Developing for GPUs, Cell, and Multi-core CPUs Using a Unified Programming Model

The need to suddenly start developing parallel software poses a severe challenge to the entire software industry.

Processor architectures have recently added several forms of explicit parallelism, most prominently multiple cores. In fact, due to the exponential increase in transistor density predicted by Moore’s Law and the difficulties with using a large number of transistors efficiently in individual cores, we can expect the number of cores to grow exponentially over time.

Unfortunately, most development tools-and the skill sets of most developers-are designed around serial computational models. The need to suddenly start developing parallel software poses a severe challenge to the entire software industry.

The development of parallel software is riddled with traps for the unwary, including race conditions, deadlock, and non-determinism. In addition, new parallel algorithms and approaches to programming are required to achieve performance that will scale with additional cores. The challenge is great, but so is the opportunity: serial processors have been far into the domain of limited returns for many years. A shift to explicit parallelism exposes opportunities for much higher performance even in the short term.

It is important to realize that processors also use many other forms of explicit and implicit parallelism, including parallel operations on the contents of a single register, pipelining, memory prefetch, single-core simultaneous multithreading (“hyperthreading”) and superscalar instruction issue. Some new processor options have also emerged, such as the Cell BE processor and GPUs, that are even more aggressive in their use of parallelism, but have the potential for massive improvements in performance per watt.

In developing the RapidMind platform, we wanted to address the multi-core programming challenge but at the same time wanted to enable developers to take advantage of these other opportunities for radically increased performance. Our system enables the rapid development high-performance software for multi-core processors, including GPUs and the Cell BE.

It supports a general-purpose programming model and can be used for any kind of application. Applications written using the RapidMind platform have achieved, in externally validated benchmarks, performance improvements of over 30 times, but without significantly increased programmer effort. In fact, use of the RapidMind approach often resulted in code that was simpler and more portable than the baseline code.



Figure 1: Peak CPU Performance



Figure 2: Cell BE Performance Comparison



Figure 3: GPU Performance

The GPU and CPU benchmarks used the same baseline code, independently optimized by researchers from Hewlett Packard’s High Performance Computing Division. In the case of the GPU, a speedup of over 30 times was observed. In the case of the CPU, in this case a 4-core Intel Core 2 Duo processor, a speedup of nearly 8 times was observed over the single-core performance of the baseline code.

Our approach is based on familiar concepts and tools, in order to minimize disruption to the current software development process and allow fast adoption. A developer continues to use their existing C++ development environments (IDEs) and even compilers, and can write code using simple extensions of the existing C++ concepts of functions and arrays.
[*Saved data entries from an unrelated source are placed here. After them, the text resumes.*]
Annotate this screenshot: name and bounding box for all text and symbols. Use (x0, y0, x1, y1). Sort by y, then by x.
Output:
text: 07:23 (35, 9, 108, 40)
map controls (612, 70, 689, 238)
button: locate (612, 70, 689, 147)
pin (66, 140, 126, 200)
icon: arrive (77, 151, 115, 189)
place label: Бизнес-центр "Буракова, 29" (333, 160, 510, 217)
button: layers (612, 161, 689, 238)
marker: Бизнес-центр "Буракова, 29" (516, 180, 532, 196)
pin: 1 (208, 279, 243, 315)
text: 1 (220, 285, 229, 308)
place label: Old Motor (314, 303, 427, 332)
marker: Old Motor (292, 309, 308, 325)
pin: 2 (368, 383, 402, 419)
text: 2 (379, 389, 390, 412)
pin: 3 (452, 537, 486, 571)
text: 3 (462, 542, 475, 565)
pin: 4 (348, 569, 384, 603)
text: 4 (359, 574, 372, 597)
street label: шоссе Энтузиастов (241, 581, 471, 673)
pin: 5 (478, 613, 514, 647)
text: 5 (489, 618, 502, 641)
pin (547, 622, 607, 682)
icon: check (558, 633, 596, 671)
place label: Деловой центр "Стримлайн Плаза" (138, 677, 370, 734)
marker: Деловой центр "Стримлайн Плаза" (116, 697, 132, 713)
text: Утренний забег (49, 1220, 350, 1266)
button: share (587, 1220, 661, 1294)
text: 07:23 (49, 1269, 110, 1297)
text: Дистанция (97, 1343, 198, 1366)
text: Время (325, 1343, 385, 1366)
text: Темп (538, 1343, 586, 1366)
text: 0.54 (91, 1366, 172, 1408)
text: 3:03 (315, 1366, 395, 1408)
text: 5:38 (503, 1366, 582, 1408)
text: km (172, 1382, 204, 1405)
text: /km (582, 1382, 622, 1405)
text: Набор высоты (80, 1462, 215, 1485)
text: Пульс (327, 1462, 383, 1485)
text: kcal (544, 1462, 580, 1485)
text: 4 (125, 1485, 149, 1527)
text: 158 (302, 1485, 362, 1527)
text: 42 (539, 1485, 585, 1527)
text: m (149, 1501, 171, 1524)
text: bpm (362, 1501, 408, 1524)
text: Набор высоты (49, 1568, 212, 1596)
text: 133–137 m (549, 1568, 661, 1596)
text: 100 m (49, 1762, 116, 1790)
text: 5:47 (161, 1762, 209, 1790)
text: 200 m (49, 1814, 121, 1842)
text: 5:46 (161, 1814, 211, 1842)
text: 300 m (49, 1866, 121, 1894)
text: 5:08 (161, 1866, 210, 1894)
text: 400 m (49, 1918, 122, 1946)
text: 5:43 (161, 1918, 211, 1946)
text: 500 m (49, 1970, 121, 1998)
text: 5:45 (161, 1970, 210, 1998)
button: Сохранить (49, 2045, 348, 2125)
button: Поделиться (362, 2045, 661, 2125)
The resulting applications can run on a variety of processors and will automatically scale to future processors with additional cores, cores with heterogeneous instruction set extensions, and even accelerators such as GPUs. An emphasis on portability means that not only can a developer use different processors today, they will be able to use the same source to target future processors.

Portability is important not only for migrating between currently available processors and accelerator configurations, but also for future-proofing code against future developments, including the development of heterogeneous multi-core processors.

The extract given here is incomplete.